3. The ashes again, crater gutted.
Guy Laramée’s artistic practice revolves around his interest in the quest for both transcendence, and presence in the current moment. His oil paintings depict natural vistas, often lush or shrouded in fog, evocative yet without guise. Softly rendered, there is a distance between the viewer and his tranquil landscapes. The artist’s carved book sculptures are worlds unto themselves. Choosing books that may have become obsolete such as antique encyclopedias, Laramée creates highly detailed scenes of mountains, hillsides, lakes, and hidden doorways, all carved into the pages of the texts he begins with. Subtly painted, the sculptures look more like uncovered secret places than created moments.
"This project was created almost exclusively with the medium of toilet paper. Produced between March 2020 and March 2021, in the city of Montreal, Québec, Canada, it is a pandemic diary, covering the period of the first, second and third waves. The sculptures are made directly to the scale of the toilet paper rolls from which they are crafted, sometimes with the addition of extra pulp of the same paper type. The sets for each tableaux were also built using toilet paper pulp. Theatrically lit, and photographed by Alain Lefort, the 22 scenes, unfold sequentially and together create a final work of 35 feet in length.
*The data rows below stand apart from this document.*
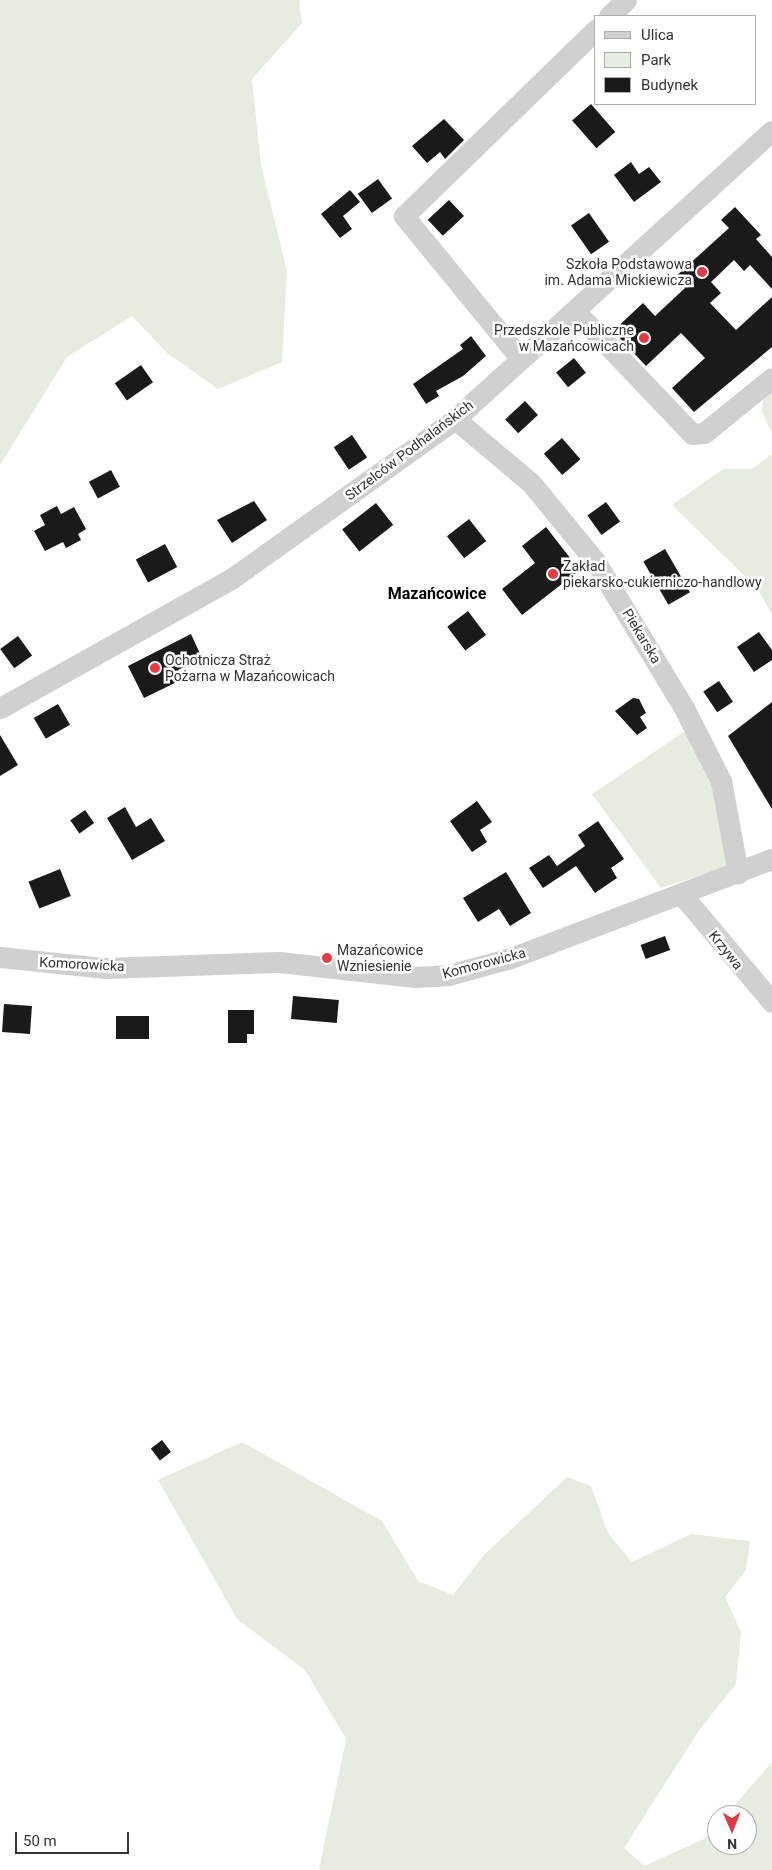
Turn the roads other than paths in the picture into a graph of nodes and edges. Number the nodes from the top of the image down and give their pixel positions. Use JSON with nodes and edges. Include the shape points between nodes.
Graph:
{"nodes":[{"id":1,"x":626,"y":0,"type":"edge"},
{"id":2,"x":610,"y":15,"type":"edge"},
{"id":3,"x":594,"y":31,"type":"edge"},
{"id":4,"x":772,"y":131,"type":"edge"},
{"id":5,"x":575,"y":310,"type":"junction"},
{"id":6,"x":521,"y":359,"type":"junction"},
{"id":7,"x":772,"y":378,"type":"edge"},
{"id":8,"x":455,"y":419,"type":"junction"},
{"id":9,"x":0,"y":708,"type":"edge"},
{"id":10,"x":772,"y":859,"type":"edge"},
{"id":11,"x":738,"y":873,"type":"junction"},
{"id":12,"x":683,"y":896,"type":"junction"},
{"id":13,"x":0,"y":957,"type":"edge"},
{"id":14,"x":772,"y":1002,"type":"edge"}],
"edges":[{"from":1,"to":2,"type":"street"},
{"from":3,"to":6,"type":"street","via":[[404,216]]},
{"from":4,"to":5,"type":"street","name":"Strzelców Podhalańskich"},
{"from":5,"to":6,"type":"street","name":"Strzelców Podhalańskich"},
{"from":5,"to":7,"type":"street","via":[[692,434],[704,433]]},
{"from":6,"to":8,"type":"street","name":"Strzelców Podhalańskich"},
{"from":8,"to":9,"type":"street","name":"Strzelców Podhalańskich","via":[[231,579]]},
{"from":8,"to":11,"type":"street","name":"Piekarska","via":[[531,483],[595,561],[684,708],[721,781]]},
{"from":10,"to":11,"type":"street","name":"Komorowicka"},
{"from":11,"to":12,"type":"street","name":"Komorowicka"},
{"from":12,"to":13,"type":"street","name":"Komorowicka","via":[[511,958],[448,975],[415,977],[279,962],[105,968]]},
{"from":12,"to":14,"type":"street","name":"Krzywa"}]}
The work intends to capture our mental state throughout the time of this crisis. The poetic texts underneath the images are more akin to mythological prose than social comment. Recalling the form of horizontal Chinese scroll paintings, the work is designed to be viewed either by gradually unrolling and re-rolling it along a table top—or by unscrolling it fully to display on a long table or inclined wall shelf."